Data for the task section start

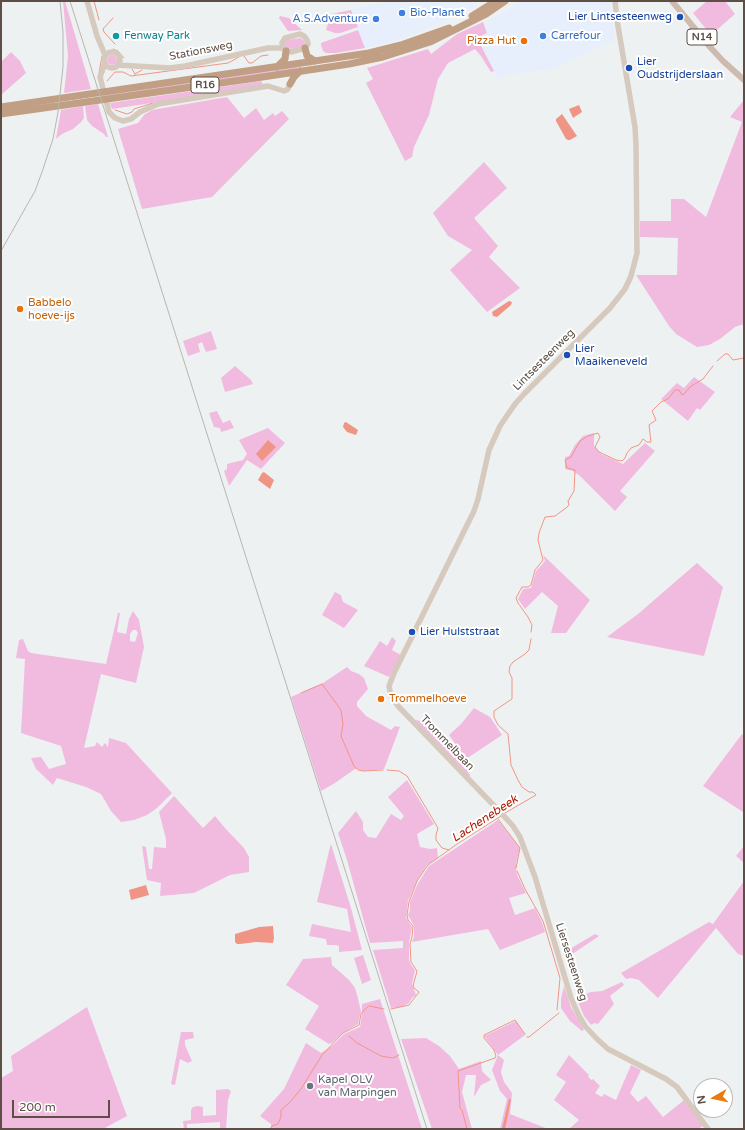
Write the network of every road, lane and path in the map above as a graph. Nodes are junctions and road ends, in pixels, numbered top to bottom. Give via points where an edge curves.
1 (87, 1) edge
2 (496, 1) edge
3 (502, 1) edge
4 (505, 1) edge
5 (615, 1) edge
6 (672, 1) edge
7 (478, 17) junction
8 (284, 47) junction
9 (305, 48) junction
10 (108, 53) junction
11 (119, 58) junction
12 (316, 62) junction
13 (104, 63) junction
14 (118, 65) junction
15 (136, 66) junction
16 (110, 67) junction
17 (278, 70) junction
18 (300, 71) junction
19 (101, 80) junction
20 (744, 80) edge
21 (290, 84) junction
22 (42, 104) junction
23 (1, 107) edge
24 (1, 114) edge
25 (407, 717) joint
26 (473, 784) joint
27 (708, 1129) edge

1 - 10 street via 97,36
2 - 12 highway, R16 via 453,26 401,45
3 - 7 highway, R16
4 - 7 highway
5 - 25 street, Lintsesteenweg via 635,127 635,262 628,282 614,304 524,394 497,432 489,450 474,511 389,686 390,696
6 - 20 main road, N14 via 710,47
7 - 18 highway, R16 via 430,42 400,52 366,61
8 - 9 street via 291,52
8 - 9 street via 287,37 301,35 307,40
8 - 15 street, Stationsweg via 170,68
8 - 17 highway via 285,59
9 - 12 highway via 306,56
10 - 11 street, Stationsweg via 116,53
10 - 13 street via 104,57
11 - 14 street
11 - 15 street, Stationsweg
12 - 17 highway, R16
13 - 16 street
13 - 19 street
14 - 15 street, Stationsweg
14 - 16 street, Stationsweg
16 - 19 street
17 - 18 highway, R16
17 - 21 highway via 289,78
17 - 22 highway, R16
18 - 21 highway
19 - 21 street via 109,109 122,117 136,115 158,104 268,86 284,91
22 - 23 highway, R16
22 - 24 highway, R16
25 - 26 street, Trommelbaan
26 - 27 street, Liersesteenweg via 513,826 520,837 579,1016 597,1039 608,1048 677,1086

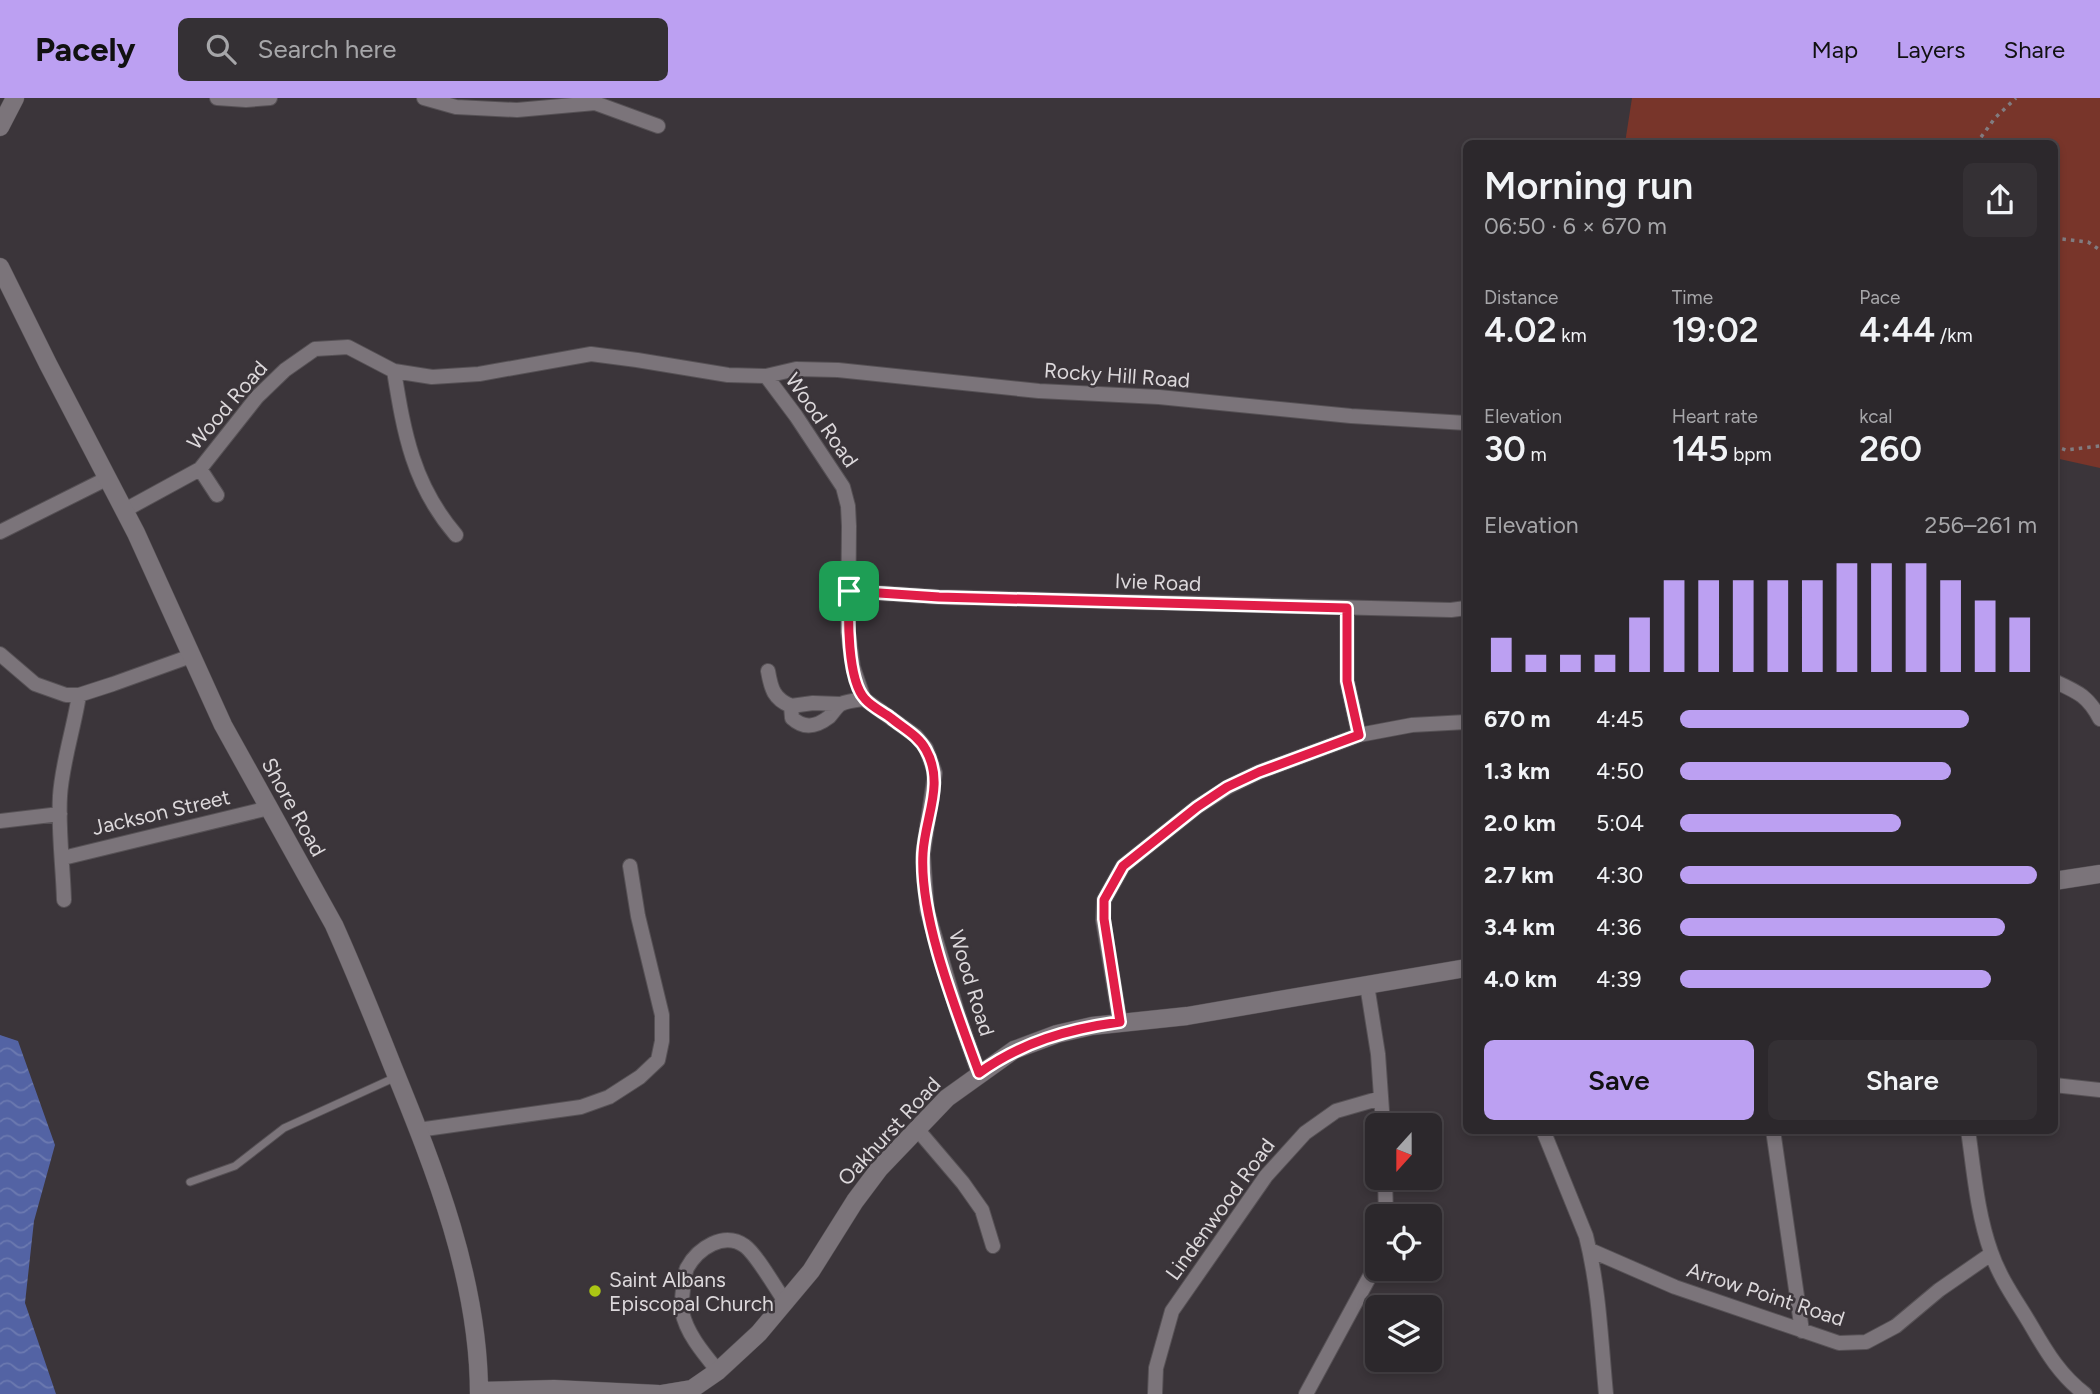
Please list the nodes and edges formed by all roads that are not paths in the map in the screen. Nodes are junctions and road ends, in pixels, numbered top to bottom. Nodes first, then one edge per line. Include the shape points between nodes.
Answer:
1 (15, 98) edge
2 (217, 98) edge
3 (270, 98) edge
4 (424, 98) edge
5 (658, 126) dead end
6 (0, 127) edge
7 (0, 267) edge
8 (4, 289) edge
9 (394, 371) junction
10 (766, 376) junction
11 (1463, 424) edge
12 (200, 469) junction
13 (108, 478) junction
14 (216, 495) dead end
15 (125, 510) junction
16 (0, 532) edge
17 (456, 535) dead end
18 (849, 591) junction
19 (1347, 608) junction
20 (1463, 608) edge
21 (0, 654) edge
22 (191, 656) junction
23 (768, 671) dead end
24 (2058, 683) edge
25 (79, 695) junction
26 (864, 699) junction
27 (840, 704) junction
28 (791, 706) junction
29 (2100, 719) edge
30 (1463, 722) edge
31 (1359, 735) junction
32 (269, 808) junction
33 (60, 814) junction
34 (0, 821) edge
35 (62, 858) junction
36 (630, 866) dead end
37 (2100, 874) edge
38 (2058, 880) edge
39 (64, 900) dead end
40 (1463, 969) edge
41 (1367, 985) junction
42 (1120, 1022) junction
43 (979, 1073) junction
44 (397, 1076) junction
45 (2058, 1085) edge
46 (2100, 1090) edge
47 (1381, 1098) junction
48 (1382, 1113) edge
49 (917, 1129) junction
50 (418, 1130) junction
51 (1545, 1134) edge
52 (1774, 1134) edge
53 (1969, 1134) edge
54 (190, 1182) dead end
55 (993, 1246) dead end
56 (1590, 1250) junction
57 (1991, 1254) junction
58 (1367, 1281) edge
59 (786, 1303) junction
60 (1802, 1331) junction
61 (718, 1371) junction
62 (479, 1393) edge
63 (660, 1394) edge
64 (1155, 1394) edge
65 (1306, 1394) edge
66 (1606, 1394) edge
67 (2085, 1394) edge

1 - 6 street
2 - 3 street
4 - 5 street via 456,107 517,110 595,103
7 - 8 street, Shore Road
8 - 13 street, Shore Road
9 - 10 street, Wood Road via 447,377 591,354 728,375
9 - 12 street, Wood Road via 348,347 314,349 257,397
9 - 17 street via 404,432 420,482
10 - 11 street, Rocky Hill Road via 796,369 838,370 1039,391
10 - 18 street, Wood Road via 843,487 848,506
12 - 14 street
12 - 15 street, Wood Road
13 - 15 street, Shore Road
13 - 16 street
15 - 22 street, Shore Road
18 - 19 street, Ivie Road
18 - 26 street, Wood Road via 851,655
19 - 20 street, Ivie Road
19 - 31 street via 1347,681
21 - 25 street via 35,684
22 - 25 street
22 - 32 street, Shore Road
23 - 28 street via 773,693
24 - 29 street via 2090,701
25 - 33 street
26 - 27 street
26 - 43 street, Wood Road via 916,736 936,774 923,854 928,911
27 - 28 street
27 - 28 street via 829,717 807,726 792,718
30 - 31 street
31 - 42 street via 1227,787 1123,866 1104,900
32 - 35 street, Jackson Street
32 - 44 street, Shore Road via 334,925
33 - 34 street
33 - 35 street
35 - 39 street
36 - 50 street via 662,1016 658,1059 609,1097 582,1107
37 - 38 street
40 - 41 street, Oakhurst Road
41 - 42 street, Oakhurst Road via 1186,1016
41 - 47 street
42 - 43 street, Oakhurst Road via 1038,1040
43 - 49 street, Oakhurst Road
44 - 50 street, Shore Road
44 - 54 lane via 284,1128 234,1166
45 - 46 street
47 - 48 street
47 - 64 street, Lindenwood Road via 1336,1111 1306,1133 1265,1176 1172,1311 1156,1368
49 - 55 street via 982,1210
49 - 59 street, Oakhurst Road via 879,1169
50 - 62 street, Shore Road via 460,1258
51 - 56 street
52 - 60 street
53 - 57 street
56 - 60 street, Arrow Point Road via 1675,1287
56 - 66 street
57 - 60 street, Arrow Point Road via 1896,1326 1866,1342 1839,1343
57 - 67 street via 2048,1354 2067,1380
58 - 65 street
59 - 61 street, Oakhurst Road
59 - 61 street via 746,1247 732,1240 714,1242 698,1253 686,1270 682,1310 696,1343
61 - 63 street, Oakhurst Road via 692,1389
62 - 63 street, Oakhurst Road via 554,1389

Data for the task section end

#### About this task:
Repeat the material above word for word; no images go in the copy.

#### Output for this exercise:
Write the network of every road, lane and path in the map above as a graph. Nodes are junctions and road ends, in pixels, numbered top to bottom. Give via points where an edge curves.
1 (87, 1) edge
2 (496, 1) edge
3 (502, 1) edge
4 (505, 1) edge
5 (615, 1) edge
6 (672, 1) edge
7 (478, 17) junction
8 (284, 47) junction
9 (305, 48) junction
10 (108, 53) junction
11 (119, 58) junction
12 (316, 62) junction
13 (104, 63) junction
14 (118, 65) junction
15 (136, 66) junction
16 (110, 67) junction
17 (278, 70) junction
18 (300, 71) junction
19 (101, 80) junction
20 (744, 80) edge
21 (290, 84) junction
22 (42, 104) junction
23 (1, 107) edge
24 (1, 114) edge
25 (407, 717) joint
26 (473, 784) joint
27 (708, 1129) edge

1 - 10 street via 97,36
2 - 12 highway, R16 via 453,26 401,45
3 - 7 highway, R16
4 - 7 highway
5 - 25 street, Lintsesteenweg via 635,127 635,262 628,282 614,304 524,394 497,432 489,450 474,511 389,686 390,696
6 - 20 main road, N14 via 710,47
7 - 18 highway, R16 via 430,42 400,52 366,61
8 - 9 street via 291,52
8 - 9 street via 287,37 301,35 307,40
8 - 15 street, Stationsweg via 170,68
8 - 17 highway via 285,59
9 - 12 highway via 306,56
10 - 11 street, Stationsweg via 116,53
10 - 13 street via 104,57
11 - 14 street
11 - 15 street, Stationsweg
12 - 17 highway, R16
13 - 16 street
13 - 19 street
14 - 15 street, Stationsweg
14 - 16 street, Stationsweg
16 - 19 street
17 - 18 highway, R16
17 - 21 highway via 289,78
17 - 22 highway, R16
18 - 21 highway
19 - 21 street via 109,109 122,117 136,115 158,104 268,86 284,91
22 - 23 highway, R16
22 - 24 highway, R16
25 - 26 street, Trommelbaan
26 - 27 street, Liersesteenweg via 513,826 520,837 579,1016 597,1039 608,1048 677,1086

Please list the nodes and edges formed by all roads that are not paths in the map in the screen. Nodes are junctions and road ends, in pixels, numbered top to bottom. Nodes first, then one edge per line. Include the shape points between nodes.
Answer:
1 (15, 98) edge
2 (217, 98) edge
3 (270, 98) edge
4 (424, 98) edge
5 (658, 126) dead end
6 (0, 127) edge
7 (0, 267) edge
8 (4, 289) edge
9 (394, 371) junction
10 (766, 376) junction
11 (1463, 424) edge
12 (200, 469) junction
13 (108, 478) junction
14 (216, 495) dead end
15 (125, 510) junction
16 (0, 532) edge
17 (456, 535) dead end
18 (849, 591) junction
19 (1347, 608) junction
20 (1463, 608) edge
21 (0, 654) edge
22 (191, 656) junction
23 (768, 671) dead end
24 (2058, 683) edge
25 (79, 695) junction
26 (864, 699) junction
27 (840, 704) junction
28 (791, 706) junction
29 (2100, 719) edge
30 (1463, 722) edge
31 (1359, 735) junction
32 (269, 808) junction
33 (60, 814) junction
34 (0, 821) edge
35 (62, 858) junction
36 (630, 866) dead end
37 (2100, 874) edge
38 (2058, 880) edge
39 (64, 900) dead end
40 (1463, 969) edge
41 (1367, 985) junction
42 (1120, 1022) junction
43 (979, 1073) junction
44 (397, 1076) junction
45 (2058, 1085) edge
46 (2100, 1090) edge
47 (1381, 1098) junction
48 (1382, 1113) edge
49 (917, 1129) junction
50 (418, 1130) junction
51 (1545, 1134) edge
52 (1774, 1134) edge
53 (1969, 1134) edge
54 (190, 1182) dead end
55 (993, 1246) dead end
56 (1590, 1250) junction
57 (1991, 1254) junction
58 (1367, 1281) edge
59 (786, 1303) junction
60 (1802, 1331) junction
61 (718, 1371) junction
62 (479, 1393) edge
63 (660, 1394) edge
64 (1155, 1394) edge
65 (1306, 1394) edge
66 (1606, 1394) edge
67 (2085, 1394) edge

1 - 6 street
2 - 3 street
4 - 5 street via 456,107 517,110 595,103
7 - 8 street, Shore Road
8 - 13 street, Shore Road
9 - 10 street, Wood Road via 447,377 591,354 728,375
9 - 12 street, Wood Road via 348,347 314,349 257,397
9 - 17 street via 404,432 420,482
10 - 11 street, Rocky Hill Road via 796,369 838,370 1039,391
10 - 18 street, Wood Road via 843,487 848,506
12 - 14 street
12 - 15 street, Wood Road
13 - 15 street, Shore Road
13 - 16 street
15 - 22 street, Shore Road
18 - 19 street, Ivie Road
18 - 26 street, Wood Road via 851,655
19 - 20 street, Ivie Road
19 - 31 street via 1347,681
21 - 25 street via 35,684
22 - 25 street
22 - 32 street, Shore Road
23 - 28 street via 773,693
24 - 29 street via 2090,701
25 - 33 street
26 - 27 street
26 - 43 street, Wood Road via 916,736 936,774 923,854 928,911
27 - 28 street
27 - 28 street via 829,717 807,726 792,718
30 - 31 street
31 - 42 street via 1227,787 1123,866 1104,900
32 - 35 street, Jackson Street
32 - 44 street, Shore Road via 334,925
33 - 34 street
33 - 35 street
35 - 39 street
36 - 50 street via 662,1016 658,1059 609,1097 582,1107
37 - 38 street
40 - 41 street, Oakhurst Road
41 - 42 street, Oakhurst Road via 1186,1016
41 - 47 street
42 - 43 street, Oakhurst Road via 1038,1040
43 - 49 street, Oakhurst Road
44 - 50 street, Shore Road
44 - 54 lane via 284,1128 234,1166
45 - 46 street
47 - 48 street
47 - 64 street, Lindenwood Road via 1336,1111 1306,1133 1265,1176 1172,1311 1156,1368
49 - 55 street via 982,1210
49 - 59 street, Oakhurst Road via 879,1169
50 - 62 street, Shore Road via 460,1258
51 - 56 street
52 - 60 street
53 - 57 street
56 - 60 street, Arrow Point Road via 1675,1287
56 - 66 street
57 - 60 street, Arrow Point Road via 1896,1326 1866,1342 1839,1343
57 - 67 street via 2048,1354 2067,1380
58 - 65 street
59 - 61 street, Oakhurst Road
59 - 61 street via 746,1247 732,1240 714,1242 698,1253 686,1270 682,1310 696,1343
61 - 63 street, Oakhurst Road via 692,1389
62 - 63 street, Oakhurst Road via 554,1389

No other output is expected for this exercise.